Elle s’appelait Leeleaine, mais elle voulait que je l’appelle Vox. Cela signifie « voix », m’a-t-elle dit, dans une ancienne langue de la Terre. Âgée de dix-sept ans, elle était originaire de Pointe Jaana, une île au large de la côte de Palabar Ouest sur Kansas Quatre. Son père était cultivateur en serre, sa mère exploitait un trou gravitationnel, et elle avait cinq frères et trois sœurs, tous plus âgés qu’elle.

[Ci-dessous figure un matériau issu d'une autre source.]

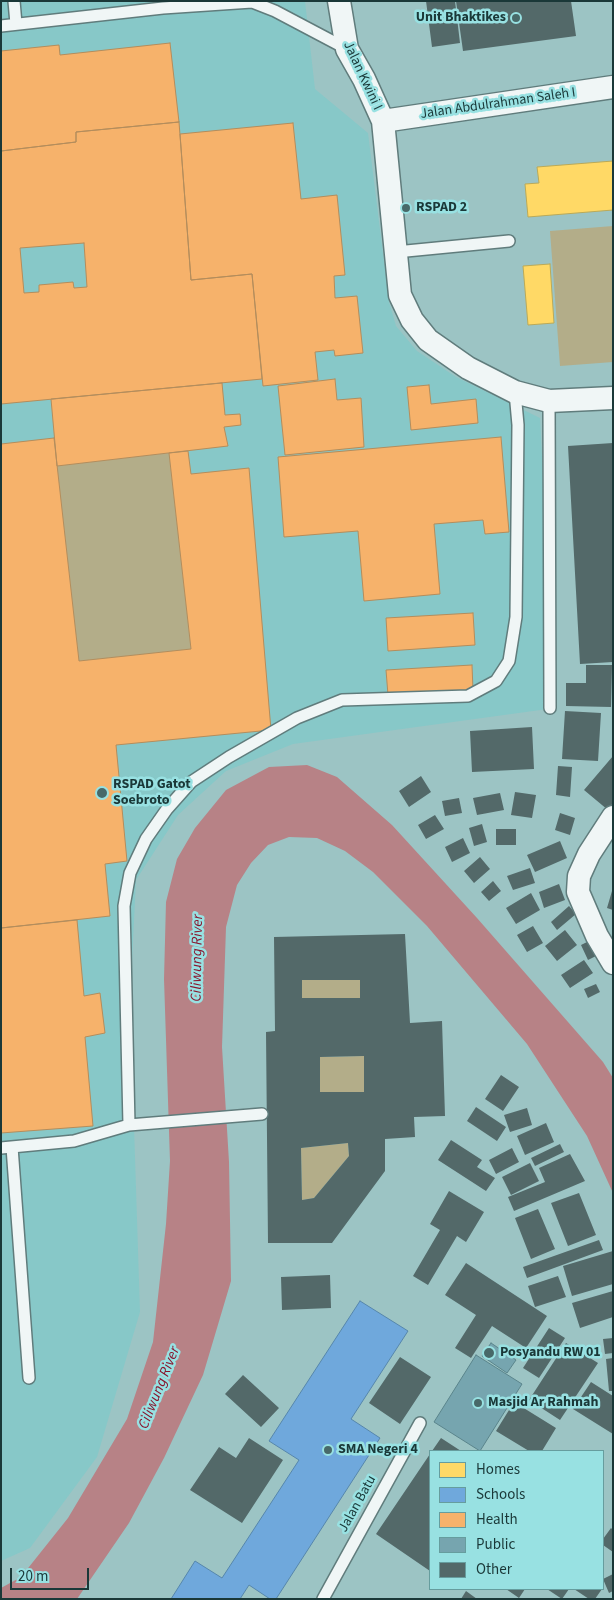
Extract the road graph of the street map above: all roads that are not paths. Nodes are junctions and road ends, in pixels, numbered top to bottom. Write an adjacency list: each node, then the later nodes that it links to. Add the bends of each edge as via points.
1 (14, 1): 4 (lane)
2 (338, 1): 6 (street, Jalan Kwini I)
3 (162, 4): 4 (lane); 6 (lane, via 252,2)
4 (16, 24): 5 (lane)
5 (1, 26)
6 (347, 49): 8 (street, Jalan Kwini I)
7 (613, 87): 8 (street, Jalan Abdulrahman Saleh I)
8 (383, 121): 10 (street, Jalan Kwini I)
9 (509, 242): 10 (lane)
10 (396, 252): 11 (street, Jalan Kwini I, via 400,295 412,320 428,340 468,368)
11 (515, 392): 13 (street, Jalan Kwini I); 18 (lane, via 518,425 516,617 509,661 496,681 468,696 342,700 297,718 191,782 167,809 146,839 130,872 124,906)
12 (613, 398): 13 (street, Jalan Kwini I)
13 (549, 401): 14 (lane)
14 (550, 708)
15 (613, 817): 16 (street, via 589,854 579,876 578,892 597,936)
16 (613, 962)
17 (262, 1114): 18 (lane)
18 (129, 1126): 19 (lane, via 74,1141)
19 (7, 1148): 20 (lane)
20 (29, 1378)
21 (420, 1423): 22 (lane, Jalan Batu)
22 (323, 1599)

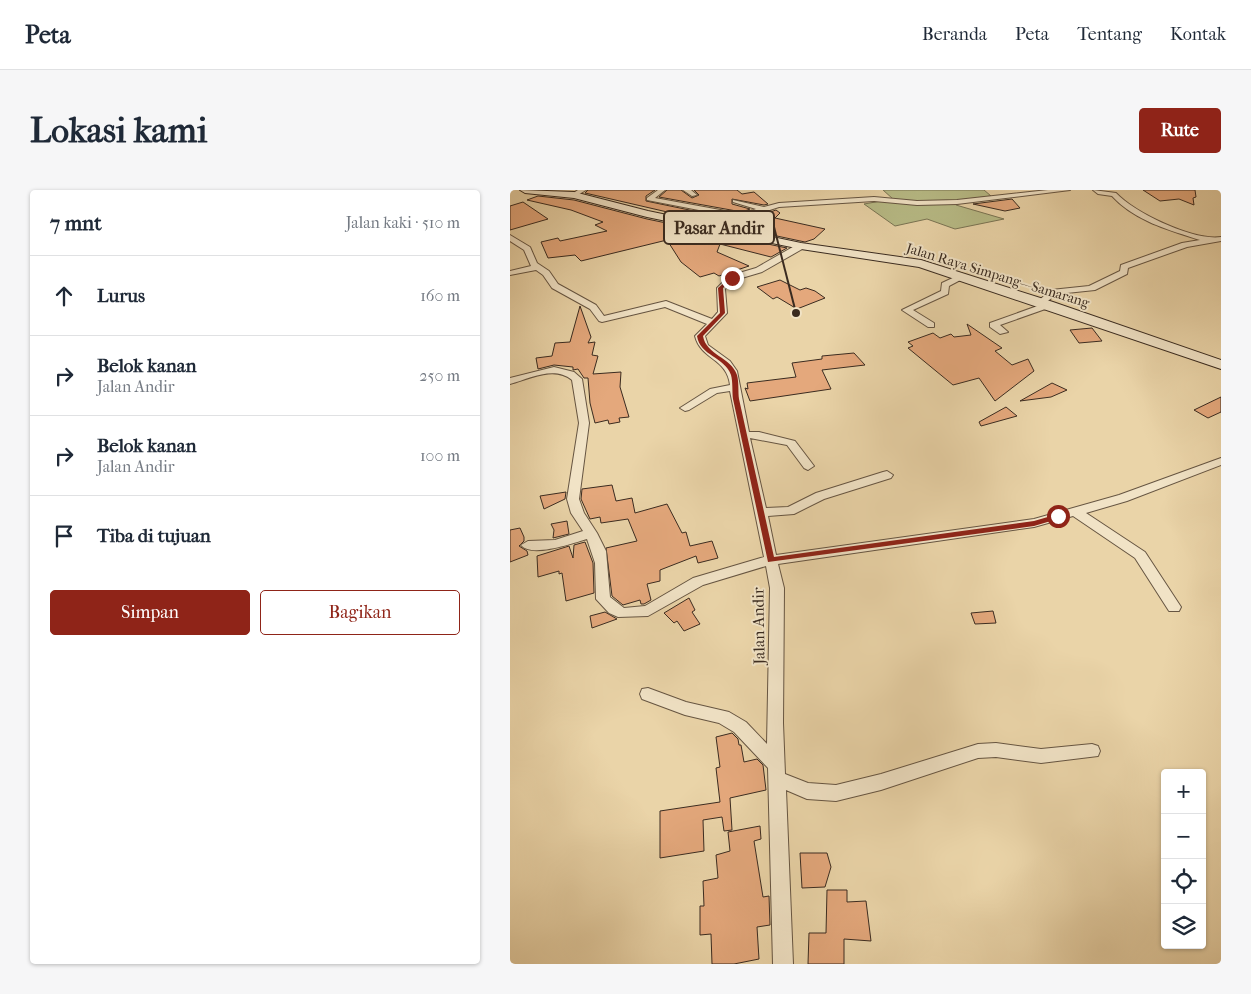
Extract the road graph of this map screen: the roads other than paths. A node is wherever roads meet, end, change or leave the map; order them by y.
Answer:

« Savez-vous ce que c’est, capitaine ? D’être la cadette de neuf enfants ? Avec des parents qui travaillent tout le temps, et des collatéraux tout aussi occupés ? Vous imaginez ça ? Et de grandir sur Kansas Quatre, où il y a mille kilomètres d’une cité à l’autre, sans que vous soyez vous-même dans une cité mais sur une île ?

— J’en sais quelque chose.

— Vous êtes de Kansas Quatre vous aussi ?

— Non. Pas de Kansas Quatre. Mais d’un endroit fort semblable, je pense. »

Elle m’a parlé d’une enfance perturbée, turbulente, pleine de solitude et de colère. Kansas Quatre, ai-je entendu dire, est un monde magnifique, si vous êtes enclin à trouver de la beauté aux mondes : un endroit sauvage, superbe, où le ciel est écarlate et où les montagnes de basalte pur s’élèvent à l’est comme un majestueux mur noir. Mais à entendre Vox en parler, c’était un lieu misérable, sinistre, isolé. Un endroit sans amour où elle menait une vie sans amour. Ce qui ne l’empêchait pas d’évoquer des mers violet pâle mouchetées de poissons jaune vif, des arbres qui explosaient en gerbes cramoisies quand ils étaient en fleurs et des pluies chaudes qui chantaient dans l’air comme des harpes. À l’époque, je n’étais pas depuis assez longtemps dans les cieux pour avoir oublié la beauté des mers, des arbres ou des pluies, qui ne sont plus pour moi que des mots vides de sens. Et pourtant Vox avait trouvé sa vie sur Kansas Quatre si détestable qu’elle avait voulu abandonner non seulement son monde natal mais jusqu’à son corps.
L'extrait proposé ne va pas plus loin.